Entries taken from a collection
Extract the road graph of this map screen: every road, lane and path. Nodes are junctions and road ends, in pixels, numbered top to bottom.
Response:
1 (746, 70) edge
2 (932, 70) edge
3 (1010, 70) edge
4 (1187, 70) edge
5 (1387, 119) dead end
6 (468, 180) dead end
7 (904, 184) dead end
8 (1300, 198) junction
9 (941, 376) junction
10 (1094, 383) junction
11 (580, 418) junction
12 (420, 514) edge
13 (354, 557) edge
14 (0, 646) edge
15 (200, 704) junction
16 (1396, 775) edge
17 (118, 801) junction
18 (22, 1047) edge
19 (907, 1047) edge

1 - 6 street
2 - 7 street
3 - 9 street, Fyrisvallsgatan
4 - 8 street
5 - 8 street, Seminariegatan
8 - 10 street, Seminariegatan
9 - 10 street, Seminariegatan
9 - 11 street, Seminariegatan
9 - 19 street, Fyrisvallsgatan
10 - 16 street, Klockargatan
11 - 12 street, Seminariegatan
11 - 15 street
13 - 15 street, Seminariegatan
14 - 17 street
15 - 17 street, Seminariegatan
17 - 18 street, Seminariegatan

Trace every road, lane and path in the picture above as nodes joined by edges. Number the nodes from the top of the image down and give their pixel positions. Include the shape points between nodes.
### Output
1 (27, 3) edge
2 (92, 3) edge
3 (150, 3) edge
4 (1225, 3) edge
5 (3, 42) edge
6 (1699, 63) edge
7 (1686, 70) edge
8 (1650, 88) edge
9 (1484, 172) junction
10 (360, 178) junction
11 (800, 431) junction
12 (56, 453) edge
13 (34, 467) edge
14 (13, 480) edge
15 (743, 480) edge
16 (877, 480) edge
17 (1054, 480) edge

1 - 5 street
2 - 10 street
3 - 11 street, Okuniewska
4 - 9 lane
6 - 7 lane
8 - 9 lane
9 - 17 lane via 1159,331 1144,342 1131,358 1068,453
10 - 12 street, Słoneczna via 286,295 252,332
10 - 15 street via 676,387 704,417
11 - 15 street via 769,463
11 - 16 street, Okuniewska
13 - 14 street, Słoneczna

■ **Exercise prompt**: Only a number is expected here: the tally of lines above that contain "road". Please write nothing more.

■ **Reply**: 2